> _EXERCISE GOAL_:
Set down the records that follow in full and without changes.

*** Opening of RECORDS SUPPLIED ***

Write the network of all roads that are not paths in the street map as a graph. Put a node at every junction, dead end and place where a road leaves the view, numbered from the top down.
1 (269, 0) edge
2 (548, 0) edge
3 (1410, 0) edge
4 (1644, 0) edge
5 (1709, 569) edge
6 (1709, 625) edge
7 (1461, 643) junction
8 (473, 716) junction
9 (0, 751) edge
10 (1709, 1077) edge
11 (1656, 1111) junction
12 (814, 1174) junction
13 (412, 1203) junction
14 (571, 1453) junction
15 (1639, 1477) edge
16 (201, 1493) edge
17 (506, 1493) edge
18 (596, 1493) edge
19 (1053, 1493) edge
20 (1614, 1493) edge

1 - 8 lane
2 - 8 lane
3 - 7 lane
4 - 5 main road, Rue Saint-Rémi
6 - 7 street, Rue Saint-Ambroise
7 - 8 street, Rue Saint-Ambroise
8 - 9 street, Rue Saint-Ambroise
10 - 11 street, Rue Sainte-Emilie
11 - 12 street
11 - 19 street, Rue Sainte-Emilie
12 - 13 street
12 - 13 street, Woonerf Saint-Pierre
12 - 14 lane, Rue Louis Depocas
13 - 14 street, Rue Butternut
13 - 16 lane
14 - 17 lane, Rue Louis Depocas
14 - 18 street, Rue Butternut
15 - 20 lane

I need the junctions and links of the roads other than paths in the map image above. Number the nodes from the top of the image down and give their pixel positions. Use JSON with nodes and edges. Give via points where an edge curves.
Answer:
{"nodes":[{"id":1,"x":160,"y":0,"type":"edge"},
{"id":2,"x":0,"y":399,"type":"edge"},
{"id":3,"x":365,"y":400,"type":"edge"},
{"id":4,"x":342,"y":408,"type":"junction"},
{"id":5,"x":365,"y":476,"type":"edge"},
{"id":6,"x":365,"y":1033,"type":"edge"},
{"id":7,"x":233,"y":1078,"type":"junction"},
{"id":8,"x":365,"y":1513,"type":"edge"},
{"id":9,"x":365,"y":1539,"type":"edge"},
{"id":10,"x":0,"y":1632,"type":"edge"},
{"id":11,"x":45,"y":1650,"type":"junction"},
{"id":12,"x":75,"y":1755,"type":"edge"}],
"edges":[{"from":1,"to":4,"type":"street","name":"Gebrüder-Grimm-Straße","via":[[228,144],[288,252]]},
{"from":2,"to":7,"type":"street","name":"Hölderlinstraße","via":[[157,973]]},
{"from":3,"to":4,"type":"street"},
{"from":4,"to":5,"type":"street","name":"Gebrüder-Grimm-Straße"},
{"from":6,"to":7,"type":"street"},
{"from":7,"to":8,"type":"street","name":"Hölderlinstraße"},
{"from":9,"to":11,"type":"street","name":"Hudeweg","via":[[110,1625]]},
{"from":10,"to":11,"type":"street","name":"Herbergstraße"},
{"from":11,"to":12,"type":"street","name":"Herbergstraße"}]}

*** Close of RECORDS SUPPLIED ***

> _WRITTEN ANSWER_:
Write the network of all roads that are not paths in the street map as a graph. Put a node at every junction, dead end and place where a road leaves the view, numbered from the top down.
1 (269, 0) edge
2 (548, 0) edge
3 (1410, 0) edge
4 (1644, 0) edge
5 (1709, 569) edge
6 (1709, 625) edge
7 (1461, 643) junction
8 (473, 716) junction
9 (0, 751) edge
10 (1709, 1077) edge
11 (1656, 1111) junction
12 (814, 1174) junction
13 (412, 1203) junction
14 (571, 1453) junction
15 (1639, 1477) edge
16 (201, 1493) edge
17 (506, 1493) edge
18 (596, 1493) edge
19 (1053, 1493) edge
20 (1614, 1493) edge

1 - 8 lane
2 - 8 lane
3 - 7 lane
4 - 5 main road, Rue Saint-Rémi
6 - 7 street, Rue Saint-Ambroise
7 - 8 street, Rue Saint-Ambroise
8 - 9 street, Rue Saint-Ambroise
10 - 11 street, Rue Sainte-Emilie
11 - 12 street
11 - 19 street, Rue Sainte-Emilie
12 - 13 street
12 - 13 street, Woonerf Saint-Pierre
12 - 14 lane, Rue Louis Depocas
13 - 14 street, Rue Butternut
13 - 16 lane
14 - 17 lane, Rue Louis Depocas
14 - 18 street, Rue Butternut
15 - 20 lane

I need the junctions and links of the roads other than paths in the map image above. Number the nodes from the top of the image down and give their pixel positions. Use JSON with nodes and edges. Give via points where an edge curves.
Answer:
{"nodes":[{"id":1,"x":160,"y":0,"type":"edge"},
{"id":2,"x":0,"y":399,"type":"edge"},
{"id":3,"x":365,"y":400,"type":"edge"},
{"id":4,"x":342,"y":408,"type":"junction"},
{"id":5,"x":365,"y":476,"type":"edge"},
{"id":6,"x":365,"y":1033,"type":"edge"},
{"id":7,"x":233,"y":1078,"type":"junction"},
{"id":8,"x":365,"y":1513,"type":"edge"},
{"id":9,"x":365,"y":1539,"type":"edge"},
{"id":10,"x":0,"y":1632,"type":"edge"},
{"id":11,"x":45,"y":1650,"type":"junction"},
{"id":12,"x":75,"y":1755,"type":"edge"}],
"edges":[{"from":1,"to":4,"type":"street","name":"Gebrüder-Grimm-Straße","via":[[228,144],[288,252]]},
{"from":2,"to":7,"type":"street","name":"Hölderlinstraße","via":[[157,973]]},
{"from":3,"to":4,"type":"street"},
{"from":4,"to":5,"type":"street","name":"Gebrüder-Grimm-Straße"},
{"from":6,"to":7,"type":"street"},
{"from":7,"to":8,"type":"street","name":"Hölderlinstraße"},
{"from":9,"to":11,"type":"street","name":"Hudeweg","via":[[110,1625]]},
{"from":10,"to":11,"type":"street","name":"Herbergstraße"},
{"from":11,"to":12,"type":"street","name":"Herbergstraße"}]}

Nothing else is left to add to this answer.